Here we find that the widow is a person who was wronged and praying for things to be put right.(Luke 18:3.) This is a righteous prayer and is symbolic of a beatitude.(Matthew 5:6.) However, the judge ignores her request until she wears him out.

This person does not have to be within the kingdom of God. In fact, in this parable there is no mention of the kingdom. And in day-to-day life, we see many people constantly praying to God for a variety of things and getting their prayers answered, even if they seem like people who would not be chosen for the kingdom. However, just like the widow, these people pestered God, and God relented.

Of course, the prayer itself should be decently good. If I regard iniquity in my heart, the Lord will not hear me.Psalms 66:18

The idea that the widow need not to be in God's favor, a Christian, or a believer is not common. However, as explained in the Parable of the Net of Fish, bad people can be in the kingdom of God. As such, it should not be surprising to see their prayers fulfilled.
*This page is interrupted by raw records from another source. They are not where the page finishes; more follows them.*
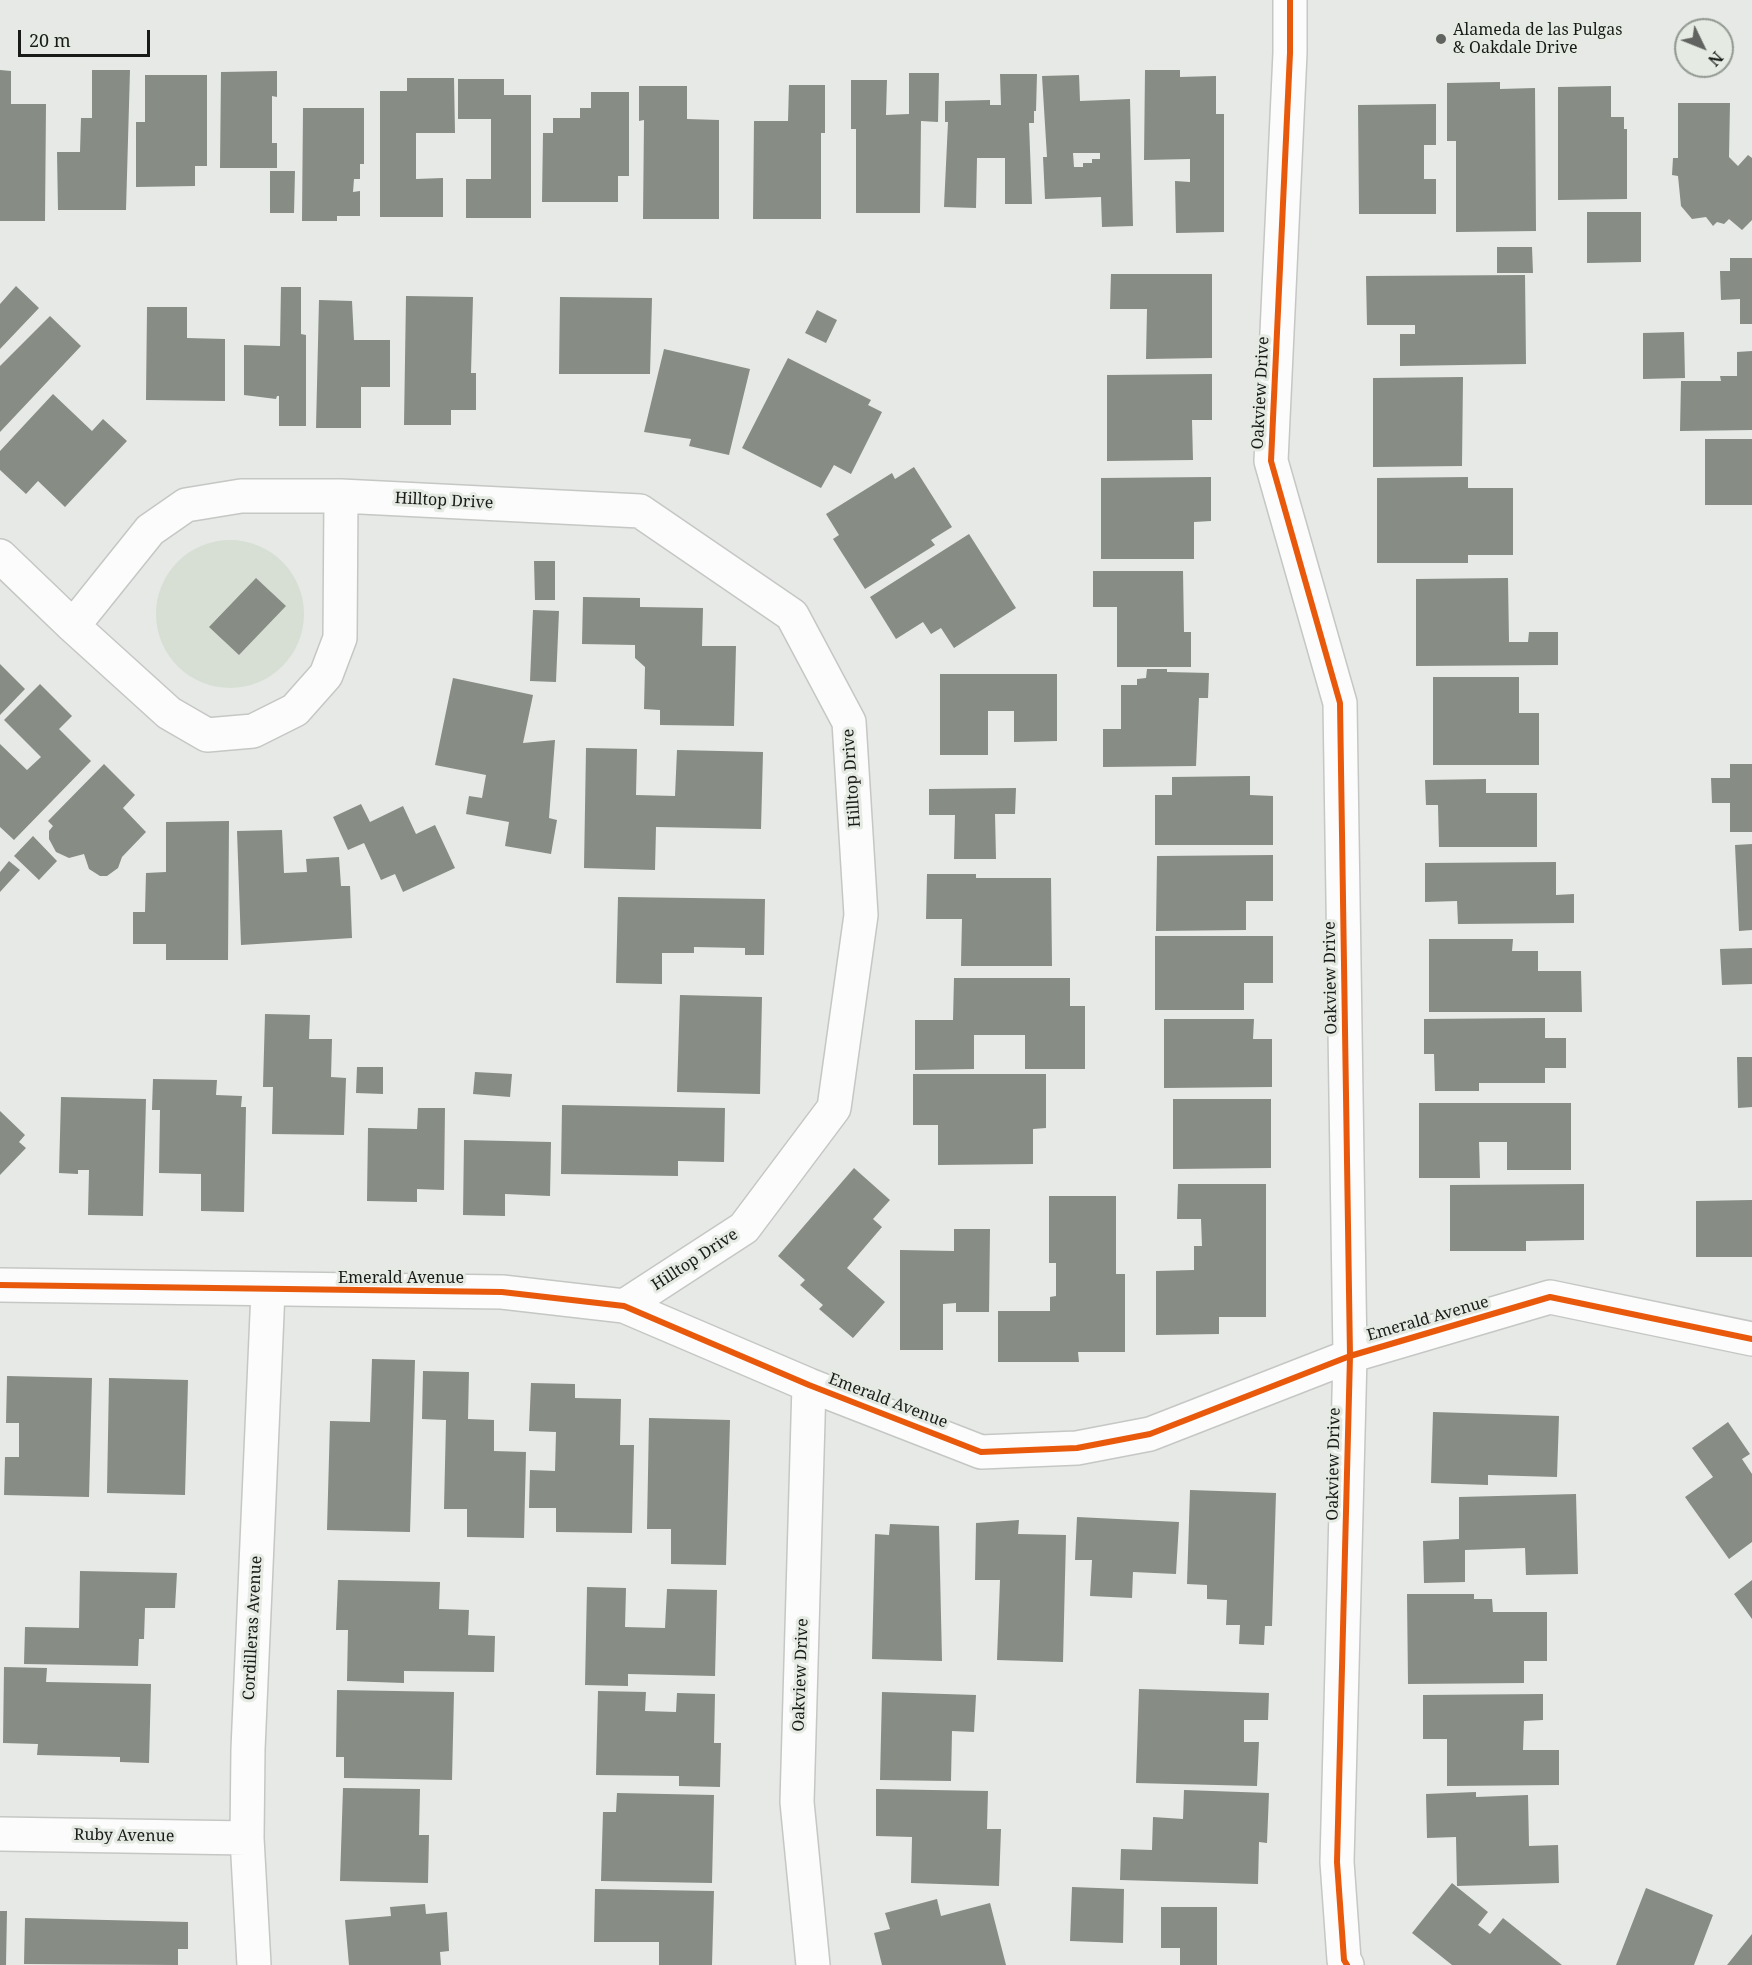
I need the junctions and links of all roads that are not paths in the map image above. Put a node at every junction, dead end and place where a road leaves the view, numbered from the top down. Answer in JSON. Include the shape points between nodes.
{"nodes":[{"id":1,"x":1290,"y":0,"type":"edge"},
{"id":2,"x":341,"y":496,"type":"junction"},
{"id":3,"x":0,"y":556,"type":"edge"},
{"id":4,"x":73,"y":626,"type":"junction"},
{"id":5,"x":0,"y":1286,"type":"edge"},
{"id":6,"x":268,"y":1291,"type":"junction"},
{"id":7,"x":624,"y":1306,"type":"junction"},
{"id":8,"x":1752,"y":1339,"type":"edge"},
{"id":9,"x":1350,"y":1356,"type":"junction"},
{"id":10,"x":809,"y":1385,"type":"junction"},
{"id":11,"x":0,"y":1834,"type":"edge"},
{"id":12,"x":247,"y":1838,"type":"junction"},
{"id":13,"x":254,"y":1965,"type":"edge"},
{"id":14,"x":813,"y":1965,"type":"edge"},
{"id":15,"x":1347,"y":1965,"type":"edge"}],
"edges":[{"from":1,"to":9,"type":"street","name":"Oakview Drive","via":[[1271,461],[1340,703]]},
{"from":2,"to":4,"type":"street","name":"Hilltop Drive","via":[[241,496],[186,506],[150,530]]},
{"from":2,"to":4,"type":"street","via":[[340,638],[326,675],[295,710],[254,731],[207,735],[169,713]]},
{"from":2,"to":7,"type":"street","name":"Hilltop Drive","via":[[640,511],[792,615],[849,722],[861,915],[834,1108],[744,1228]]},
{"from":3,"to":4,"type":"street"},
{"from":5,"to":6,"type":"street","name":"Emerald Avenue"},
{"from":6,"to":7,"type":"street","name":"Emerald Avenue","via":[[502,1292]]},
{"from":6,"to":12,"type":"street","name":"Cordilleras Avenue"},
{"from":7,"to":10,"type":"street","name":"Emerald Avenue"},
{"from":8,"to":9,"type":"street","name":"Emerald Avenue","via":[[1550,1297]]},
{"from":9,"to":10,"type":"street","name":"Emerald Avenue","via":[[1150,1434],[1077,1448],[981,1452]]},
{"from":9,"to":15,"type":"street","name":"Oakview Drive","via":[[1337,1862]]},
{"from":10,"to":14,"type":"street","name":"Oakview Drive","via":[[797,1802]]},
{"from":11,"to":12,"type":"street","name":"Ruby Avenue"},
{"from":12,"to":13,"type":"street","name":"Cordilleras Avenue"}]}
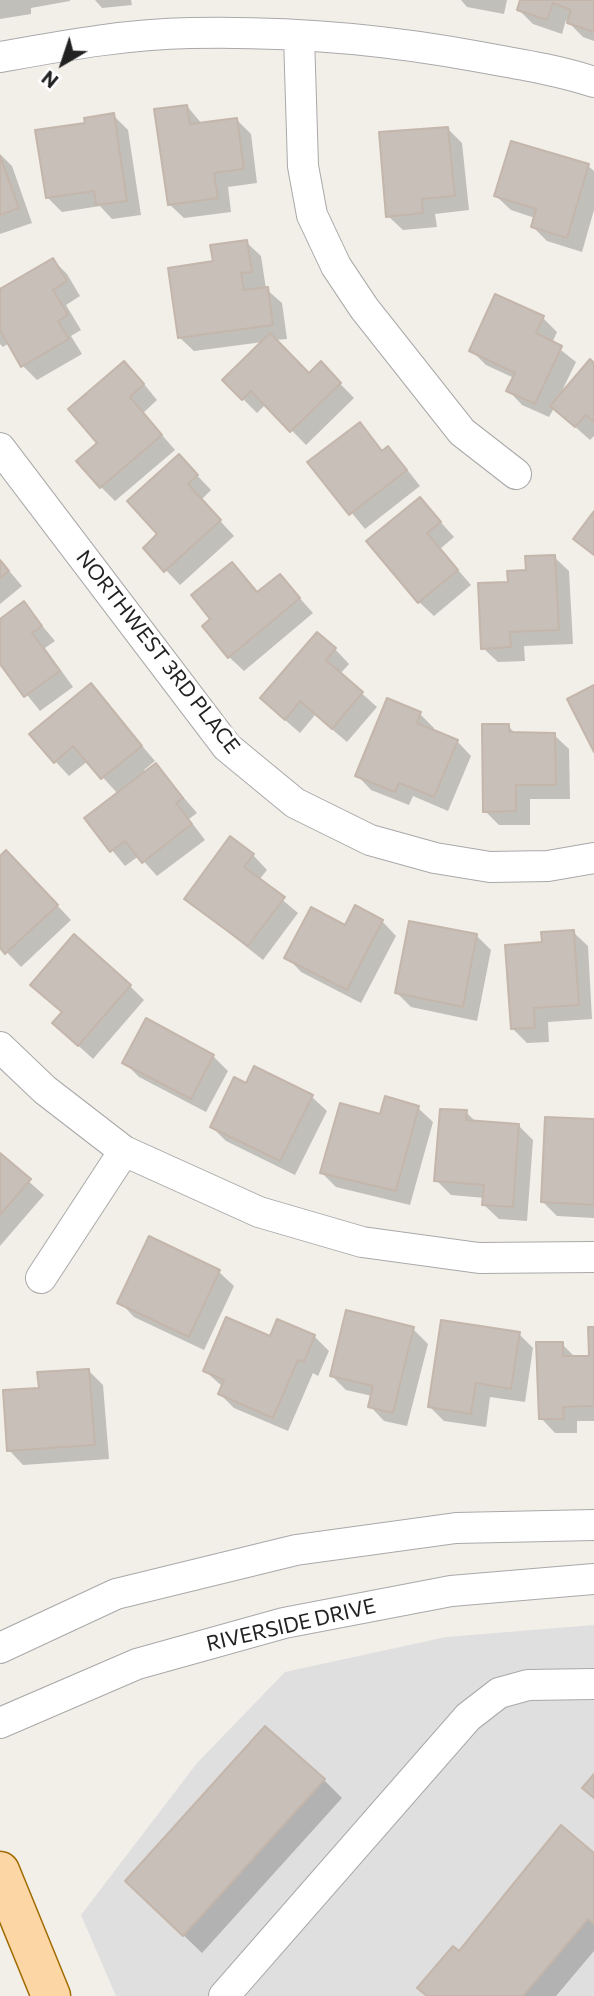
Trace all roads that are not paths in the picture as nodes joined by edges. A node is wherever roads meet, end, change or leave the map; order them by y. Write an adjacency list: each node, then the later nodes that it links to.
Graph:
1 (299, 36): 2 (street); 3 (street); 5 (street)
2 (0, 57)
3 (594, 82)
4 (0, 448): 6 (street, NORTHWEST 3RD PLACE)
5 (516, 474)
6 (594, 859)
7 (0, 1047): 8 (street)
8 (124, 1151): 9 (street); 10 (street)
9 (594, 1257)
10 (41, 1278)
11 (594, 1525): 13 (street)
12 (594, 1579): 15 (street, RIVERSIDE DRIVE)
13 (0, 1648)
14 (594, 1684): 18 (street)
15 (0, 1723)
16 (0, 1871): 17 (main road)
17 (51, 1996)
18 (224, 1996)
This concept can also be explored morally. These people will likely only live once, this life on earth. A mere 80 years or so. Those that are chosen will live a second life, for eternity, with Jesus. Should God not allow these short-lived humans all the joy they think they want they have the chance? Likewise, should we also not do the same? This is perhaps why Jesus instructs us to resist not evil: but whosoever shall smite thee on thy right cheek, turn to him the other also. And if any man will sue thee at the law, and take away thy coat, let him have thy cloke also. And whosoever shall compel thee to go a mile, go with him twain. Give to him that asketh thee, and from him that would borrow of thee turn not thou away. Matthew 5:39-42 See also Matthew 5:44 When we consider this perspective, these verses make perfect sense morally, if only we believe that we will be chosen to be with Jesus for eternity.

Jesus ends this parable by saying Nevertheless when the Son of man cometh, shall he find faith on the earth? Luke 18:8 Perhaps there will only be faithless people who do not listen to Jesus, praying to God when Jesus returns.

The Constant Petition is Constant Prayer Back to Top ↑

This may not seem to be the interpretation, but we have to remember why Jesus gave this parable. It was to teach people to be praying always.(Luke 18:1.)

There are no other interpretations. Every major denomination holds that the widow's constant petition represents constant prayer.

It is interesting to note that the petition to the judge is very short, only a sentence. It's not the length or the persuasiveness of the petition that made the Judge listen to her. No, it was her persistence. This is just as Jesus says, But when ye pray, use not vain repetitions, as the heathen do: for they think that they shall be heard for their much speaking.Matthew 6:7 Her request was not repeated many times at once, but was spread out throughout time.

In Conclusion Back to Top ↑

This parable starts out with the point of it. As per Luke, And he spake a parable unto them to this end, that men ought always to pray, and not to faint.Luke 18:1 The goal for Jesus is to teach people to pray constantly.

This idea is repeated when Jesus says Ask, and it shall be given you; seek, and ye shall find; knock, and it shall be opened unto you. Matthew 7:7 Note: Most English translations make it seem like you only have to ask once. The Greek behind this verse makes it clear that you cannot ask just once. "Keep asking" and "keep seeking" and "keep knocking" are all more accurate translations of this verse.